◆ **GOAL OF THE EXERCISE**: Pictures aside, output each record exactly.

◆ **DATA SECTION**:
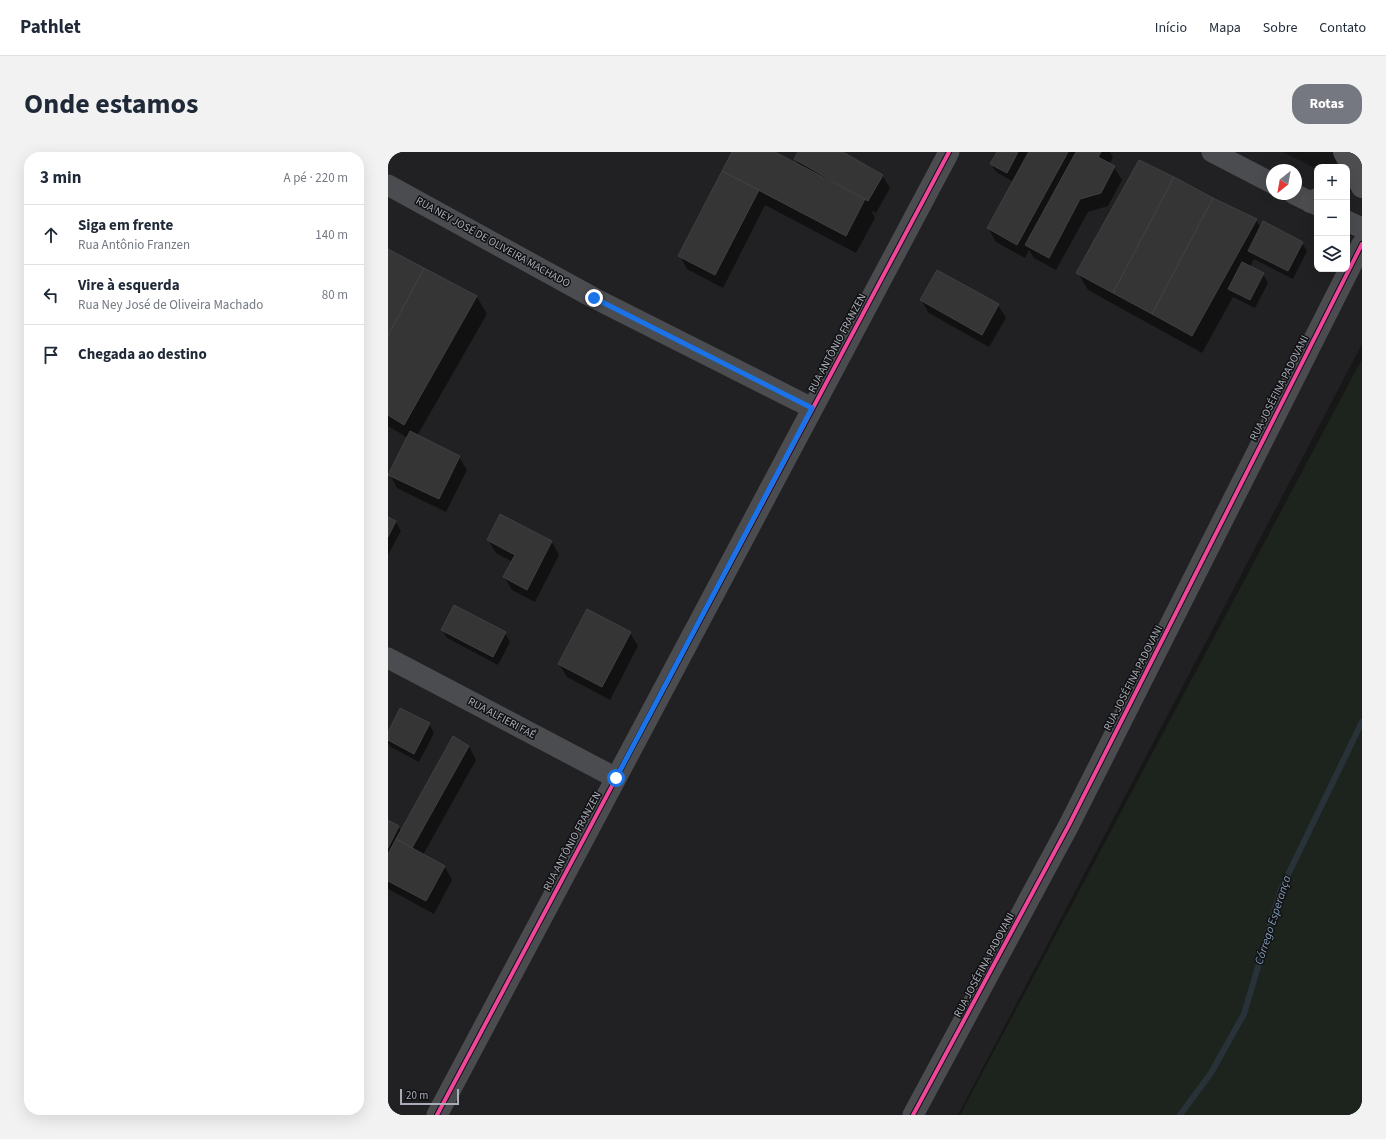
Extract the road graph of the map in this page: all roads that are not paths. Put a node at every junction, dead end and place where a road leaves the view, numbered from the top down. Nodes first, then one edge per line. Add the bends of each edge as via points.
1 (949, 152) edge
2 (1212, 152) edge
3 (1344, 152) edge
4 (1344, 164) edge
5 (1266, 180) edge
6 (388, 185) edge
7 (1362, 187) edge
8 (1350, 222) edge
9 (1362, 228) edge
10 (1362, 244) edge
11 (812, 408) junction
12 (388, 658) edge
13 (616, 778) junction
14 (437, 1115) edge
15 (913, 1115) edge

1 - 11 street, RUA ANTÔNIO FRANZEN
2 - 5 street
3 - 4 highway
3 - 7 highway
6 - 11 street, RUA NEY JOSÉ DE OLIVEIRA MACHADO via 594,298
8 - 9 street
10 - 15 street, RUA JOSÉFINA PADOVANI via 1069,825
11 - 13 street, RUA ANTÔNIO FRANZEN
12 - 13 street, RUA ALFIERI FAÉ
13 - 14 street, RUA ANTÔNIO FRANZEN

◆ **EXERCISE SOLUTION**:
Extract the road graph of the map in this page: all roads that are not paths. Put a node at every junction, dead end and place where a road leaves the view, numbered from the top down. Nodes first, then one edge per line. Add the bends of each edge as via points.
1 (949, 152) edge
2 (1212, 152) edge
3 (1344, 152) edge
4 (1344, 164) edge
5 (1266, 180) edge
6 (388, 185) edge
7 (1362, 187) edge
8 (1350, 222) edge
9 (1362, 228) edge
10 (1362, 244) edge
11 (812, 408) junction
12 (388, 658) edge
13 (616, 778) junction
14 (437, 1115) edge
15 (913, 1115) edge

1 - 11 street, RUA ANTÔNIO FRANZEN
2 - 5 street
3 - 4 highway
3 - 7 highway
6 - 11 street, RUA NEY JOSÉ DE OLIVEIRA MACHADO via 594,298
8 - 9 street
10 - 15 street, RUA JOSÉFINA PADOVANI via 1069,825
11 - 13 street, RUA ANTÔNIO FRANZEN
12 - 13 street, RUA ALFIERI FAÉ
13 - 14 street, RUA ANTÔNIO FRANZEN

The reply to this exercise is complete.